If I’ve learned anything in fifty-odd years and who says I have? it’s that no matter what you do, someone will find a reason to object to it:
I hadn’t had breakfast, and was hungry after dropping off McGillicuddy, so I walked the few blocks to the main commercial thoroughfare in the neighborhood, and went to the only place that was open at 8 AM, which was McDonald’s. Until we moved here, I would go to McDonald’s maybe once every five or six years, but things really change when you move to the greater U.S.A. I remember mentioning this to Really Rosie once, and she scolded me, saying, “Haven’t you read Fast Food Nation?” In fact I have, and so I know that McDonald’s is destroying not only American society but also the entire universe. Nonetheless, I’m not a great believer in the efficacy of ideological boycotts, especially when you’re hungry and it’s the only game in town. We boycotted Nestlé when I was little because of their greedy, unethical formula-pushing in maternity wards in Africa, which led to the deaths of thousands of infants; but it occurs to me now that few people who boycott Nestlé probably believe that abortion should be banned, which raises inevitable questions about the efficacy of such protests. About boycotting, I guess I have a sort of “circumcise your hearts” attitude.
I’m not particularly keen on boycotts, though there are some places and some institutions I would happily see uprooted and dispatched to Moon Base Gingrich.

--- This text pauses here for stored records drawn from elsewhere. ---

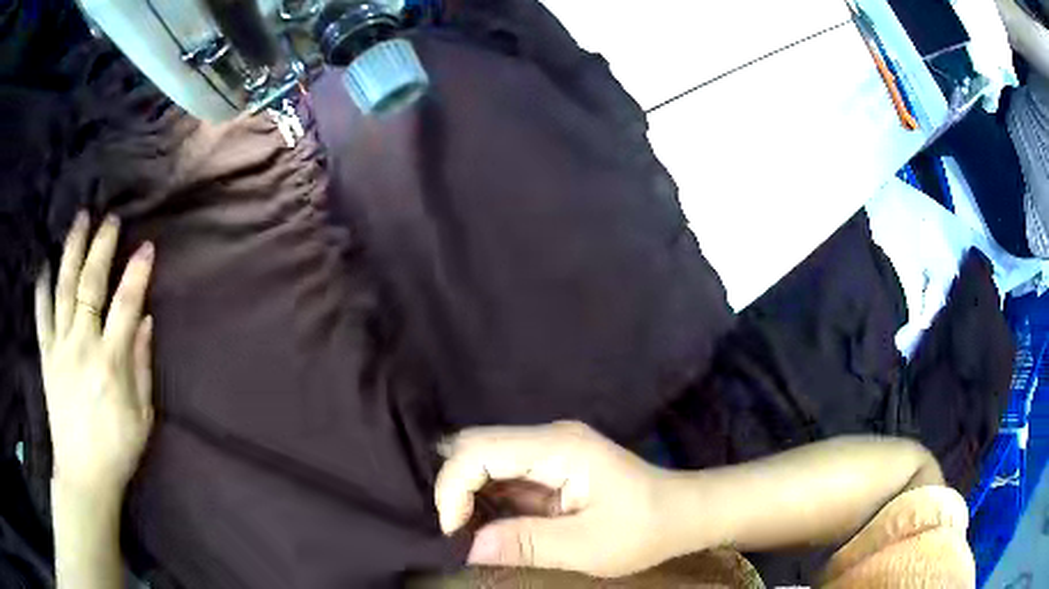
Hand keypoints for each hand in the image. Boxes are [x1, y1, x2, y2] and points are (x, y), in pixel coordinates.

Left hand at [36, 212, 155, 500]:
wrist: (84, 475)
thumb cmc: (118, 449)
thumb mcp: (142, 416)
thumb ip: (141, 365)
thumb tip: (145, 320)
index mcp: (110, 363)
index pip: (126, 305)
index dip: (137, 273)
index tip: (147, 246)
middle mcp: (82, 346)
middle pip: (90, 285)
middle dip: (101, 247)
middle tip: (110, 219)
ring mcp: (60, 349)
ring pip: (63, 289)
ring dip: (71, 251)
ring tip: (79, 221)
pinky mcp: (46, 358)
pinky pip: (41, 317)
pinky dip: (42, 289)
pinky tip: (44, 266)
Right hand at [435, 421, 678, 577]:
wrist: (683, 513)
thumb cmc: (645, 529)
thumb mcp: (589, 546)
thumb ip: (528, 544)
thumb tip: (470, 548)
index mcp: (559, 448)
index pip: (479, 449)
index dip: (454, 487)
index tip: (455, 532)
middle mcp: (549, 438)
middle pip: (476, 446)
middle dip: (456, 488)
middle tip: (459, 532)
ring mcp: (550, 449)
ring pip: (485, 458)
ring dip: (469, 494)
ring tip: (470, 532)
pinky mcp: (551, 465)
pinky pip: (504, 474)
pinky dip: (487, 498)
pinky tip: (492, 524)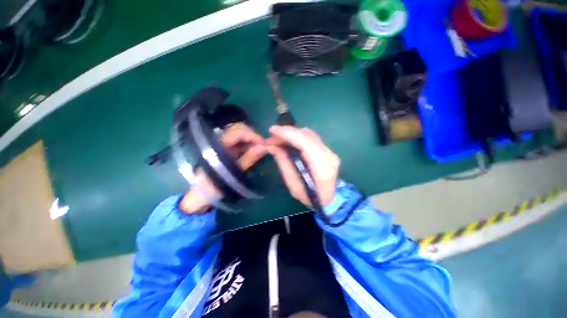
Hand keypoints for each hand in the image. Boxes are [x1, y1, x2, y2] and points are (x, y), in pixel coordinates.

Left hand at [179, 123, 266, 213]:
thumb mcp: (234, 173)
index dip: (254, 135)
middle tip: (263, 145)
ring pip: (238, 133)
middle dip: (252, 134)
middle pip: (238, 128)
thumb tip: (264, 148)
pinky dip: (246, 143)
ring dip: (250, 138)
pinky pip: (237, 141)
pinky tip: (252, 150)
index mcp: (219, 145)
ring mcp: (221, 144)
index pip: (238, 132)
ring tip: (259, 147)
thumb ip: (249, 158)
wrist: (200, 195)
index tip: (265, 144)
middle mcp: (219, 140)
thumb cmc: (215, 185)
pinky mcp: (224, 149)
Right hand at [267, 126, 339, 206]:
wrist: (329, 199)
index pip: (305, 143)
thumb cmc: (309, 197)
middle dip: (287, 132)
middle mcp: (329, 156)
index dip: (288, 133)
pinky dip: (298, 136)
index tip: (271, 130)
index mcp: (322, 168)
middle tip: (272, 136)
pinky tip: (289, 139)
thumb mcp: (292, 185)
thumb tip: (272, 146)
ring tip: (278, 137)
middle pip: (307, 135)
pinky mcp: (328, 150)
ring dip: (292, 133)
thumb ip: (283, 163)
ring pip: (309, 134)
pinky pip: (312, 137)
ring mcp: (330, 151)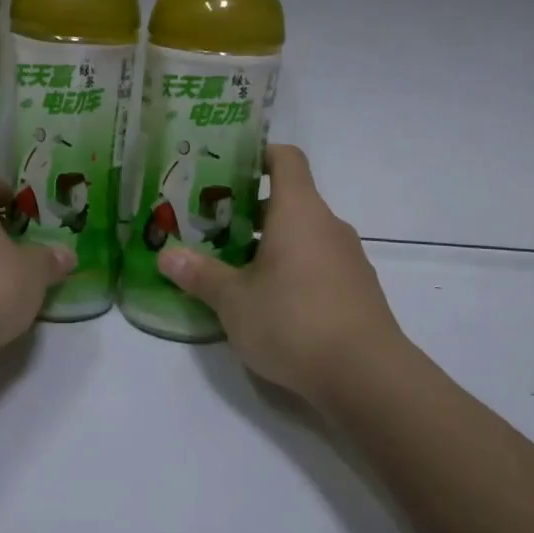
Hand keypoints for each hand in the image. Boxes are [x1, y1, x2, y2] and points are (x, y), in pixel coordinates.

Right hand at [158, 145, 409, 405]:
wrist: (367, 378)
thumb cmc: (293, 321)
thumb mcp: (233, 300)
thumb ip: (200, 275)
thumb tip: (166, 255)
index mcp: (299, 212)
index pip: (286, 159)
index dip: (259, 154)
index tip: (228, 167)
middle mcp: (328, 226)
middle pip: (289, 200)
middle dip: (249, 211)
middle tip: (212, 227)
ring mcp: (348, 259)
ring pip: (303, 235)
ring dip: (271, 244)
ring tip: (234, 268)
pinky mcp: (358, 291)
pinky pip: (318, 264)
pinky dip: (293, 270)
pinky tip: (269, 302)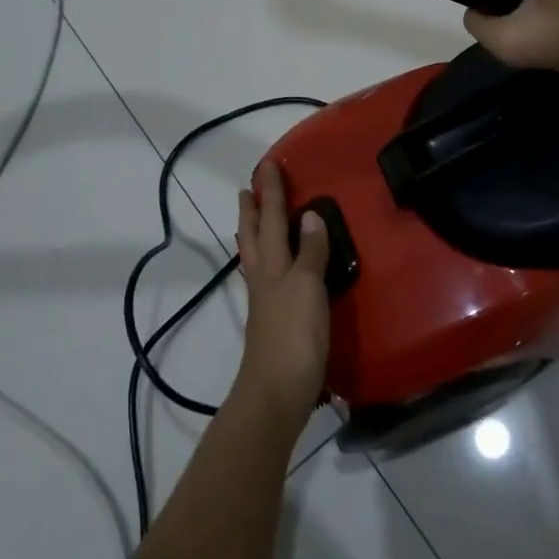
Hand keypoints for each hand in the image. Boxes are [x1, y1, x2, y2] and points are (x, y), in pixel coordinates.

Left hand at [233, 158, 330, 419]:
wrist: (276, 393)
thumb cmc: (294, 336)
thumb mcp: (307, 287)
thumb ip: (310, 252)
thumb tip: (309, 215)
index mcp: (271, 264)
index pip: (269, 219)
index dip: (271, 192)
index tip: (267, 165)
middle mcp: (263, 277)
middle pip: (252, 236)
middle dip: (251, 211)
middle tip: (248, 189)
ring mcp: (264, 301)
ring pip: (255, 256)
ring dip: (253, 232)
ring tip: (253, 218)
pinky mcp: (272, 321)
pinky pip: (268, 276)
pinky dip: (268, 259)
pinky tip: (276, 267)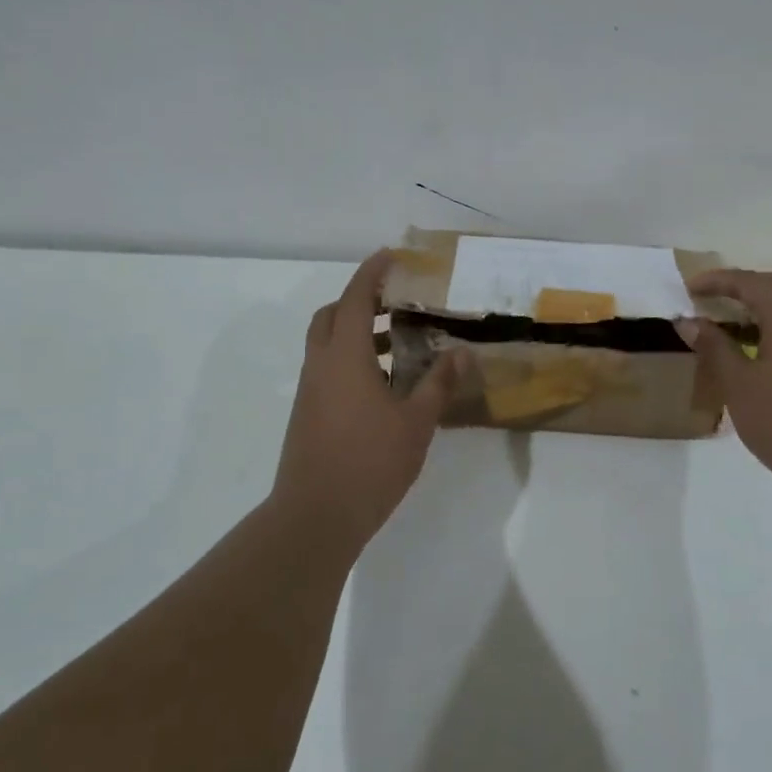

As I grumbled back in ought-five:
“Boycotts,” some girl once said, “are etymologically sexist.”
I wouldn’t know about that, but it’s been a long time since I felt compelled to take part in one: it’s not so much a consistent policy of refusing to take part so much as it is a nagging suspicion that most of them are intended, not to get an organization to alter its plans, but to get publicity for the group engaging in the boycott.
I do, however, have two characteristics valued by would-be boycotters: my memory is fairly long, and my ability to hold a grudge is fairly strong.